At Tancat de l’Illa, we encountered Eurasian coots (Fulica atra), white wagtails (Motacilla alba), several swamphens (Porphyrio porphyrio), and gray wagtails (Motacilla cinerea). A common snipe (Gallinago gallinago) posed photogenically for a change, while common kingfishers (Alcedo atthis) zipped across the water like blue beams.
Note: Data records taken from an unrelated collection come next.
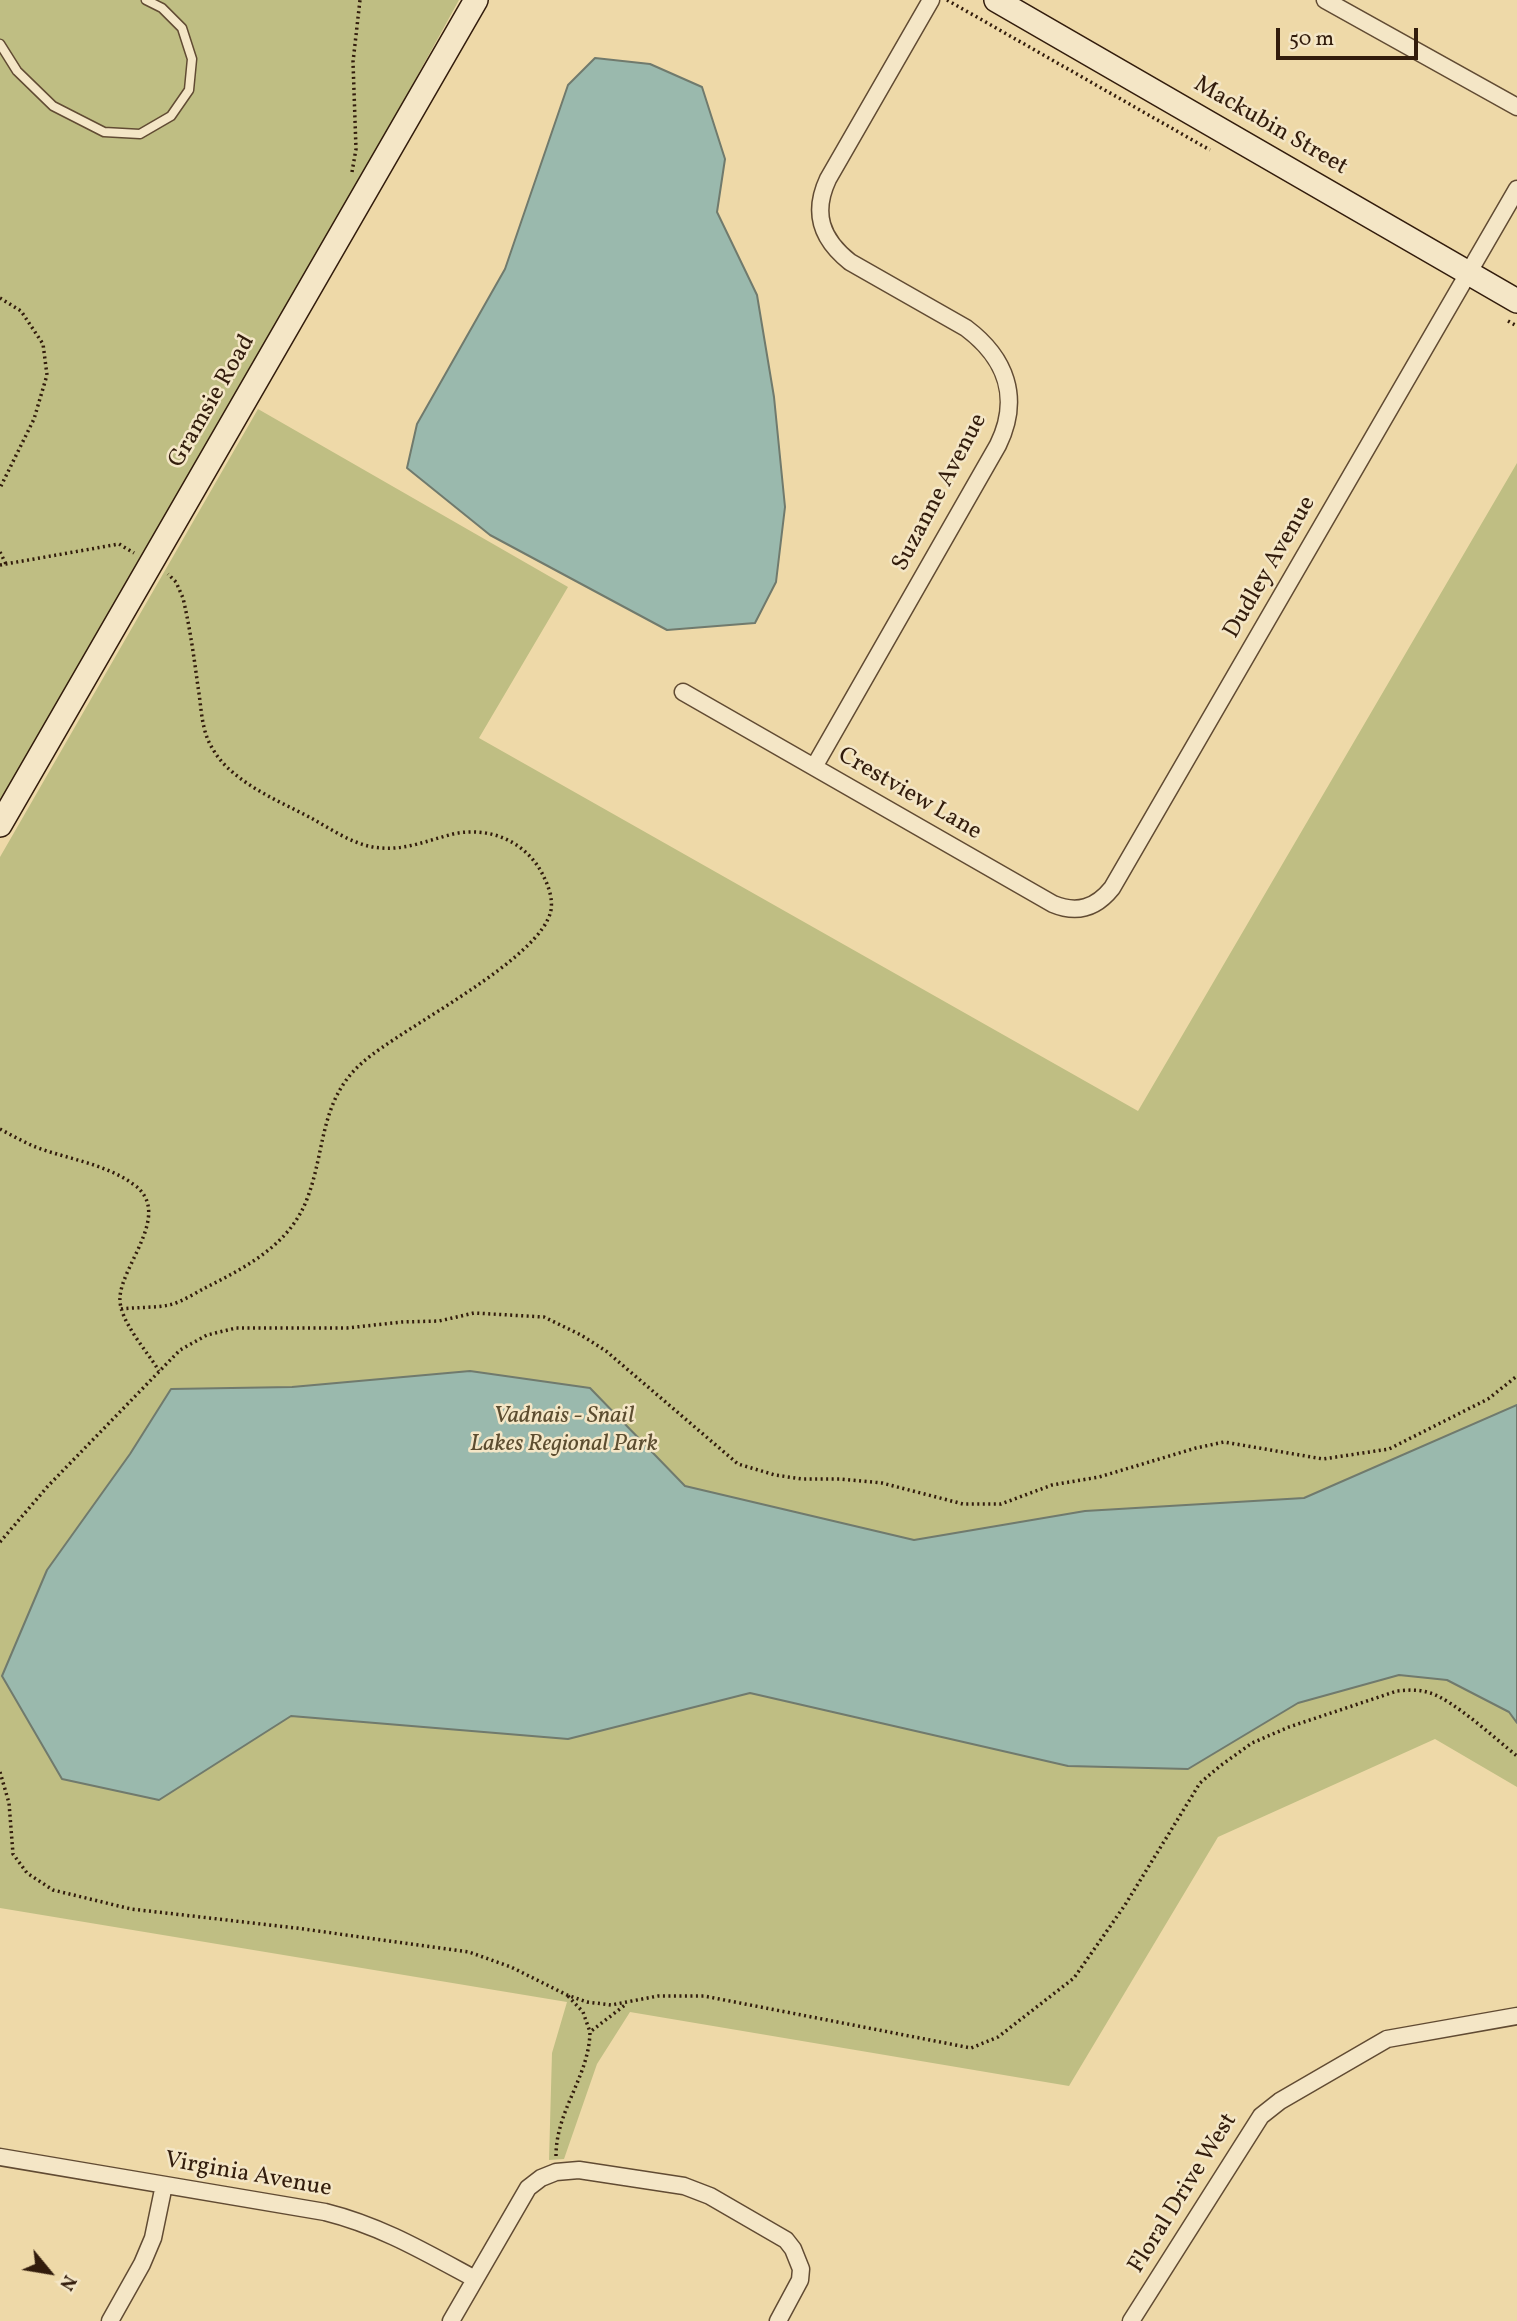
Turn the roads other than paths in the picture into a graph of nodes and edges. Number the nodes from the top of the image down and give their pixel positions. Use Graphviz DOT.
graph roads {
  1 [pos="146,0"];
  2 [pos="931,0"];
  3 [pos="996,0"];
  4 [pos="1325,0"];
  5 [pos="474,2"];
  6 [pos="0,44"];
  7 [pos="1517,107"];
  8 [pos="1517,189"];
  9 [pos="1468,272"];
  10 [pos="1517,301"];
  11 [pos="683,692"];
  12 [pos="814,767"];
  13 [pos="0,825"];
  14 [pos="1112,888"];
  15 [pos="1517,2016"];
  16 [pos="0,2157"];
  17 [pos="164,2185"];
  18 [pos="475,2279"];
  19 [pos="110,2321"];
  20 [pos="451,2321"];
  21 [pos="778,2321"];
  22 [pos="1131,2321"];
  1 -- 6 [label="lane"];
  2 -- 12 [label="street, Suzanne Avenue"];
  3 -- 9 [label="street, Mackubin Street"];
  4 -- 7 [label="street"];
  5 -- 13 [label="street, Gramsie Road"];
  8 -- 9 [label="street, Dudley Avenue"];
  9 -- 10 [label="street, Mackubin Street"];
  9 -- 14 [label="street, Dudley Avenue"];
  11 -- 12 [label="street, Crestview Lane"];
  12 -- 14 [label="street, Crestview Lane"];
  15 -- 22 [label="street, Floral Drive West"];
  16 -- 17 [label="street, Virginia Avenue"];
  17 -- 18 [label="street, Virginia Avenue"];
  17 -- 19 [label="street"];
  18 -- 20 [label="street"];
  18 -- 21 [label="street"];
}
Later, the fields near Muntanyeta dels Sants offered different treasures. In shallow waters in the distance, flamingos (Phoenicopterus roseus) waded elegantly. In fields with lower water level, glossy ibises (Plegadis falcinellus) and cattle egrets (Bubulcus ibis) foraged nearby. Hundreds of northern lapwings (Vanellus vanellus) mixed with European golden plovers (Pluvialis apricaria) and ruffs (Calidris pugnax) are always a pleasure to see, and we managed to spot several of such flocks. So did several kestrels (Falco tinnunculus) and western marsh harriers (Circus aeruginosus) and a peregrine falcon (Falco peregrinus) patroling nearby — Guillem even spotted a merlin (Falco columbarius).
Intense days in the field in winter always concur with the same idea: the sun never sets late enough. By 17, we had headed to our final destination of the day: Tancat de Milia. From a privileged viewpoint at an observation tower facing the main lake, we enjoyed the view and the birds on the move towards their roosting areas. A booted eagle (Hieraaetus pennatus), perched in its own privileged viewpoint, also glimpsed the scene.
Flocks of thousands of glossy ibises are one of the highlights of l’Albufera evenings. One of such flocks with only few birds flew right above our heads, and an odd, very large, white ibis stood out — the African sacred ibis (Threskiornis aethiopicus) that had escaped some years ago and since joined glossy ibises at l’Albufera.
The views were awesome as it got dark, and we had a harder time to spot the chiffchaffs, little bitterns (Botaurus minutus), swamphens (Porphyrio porphyrio), and water rails (Rallus aquaticus) that called around us. We soon found ourselves in an open area in l’Albufera, after a successful and satisfying birdwatching session, under a paradisiac sunset.
Both birdwatching times at l’Albufera finished with great people and memorable sunsets. However, the level of fulfillment today has been very positive. L’Albufera is a gem of a wetland, and seeing it through the eyes of friends who have it as their local patch and know its potential is a treasure.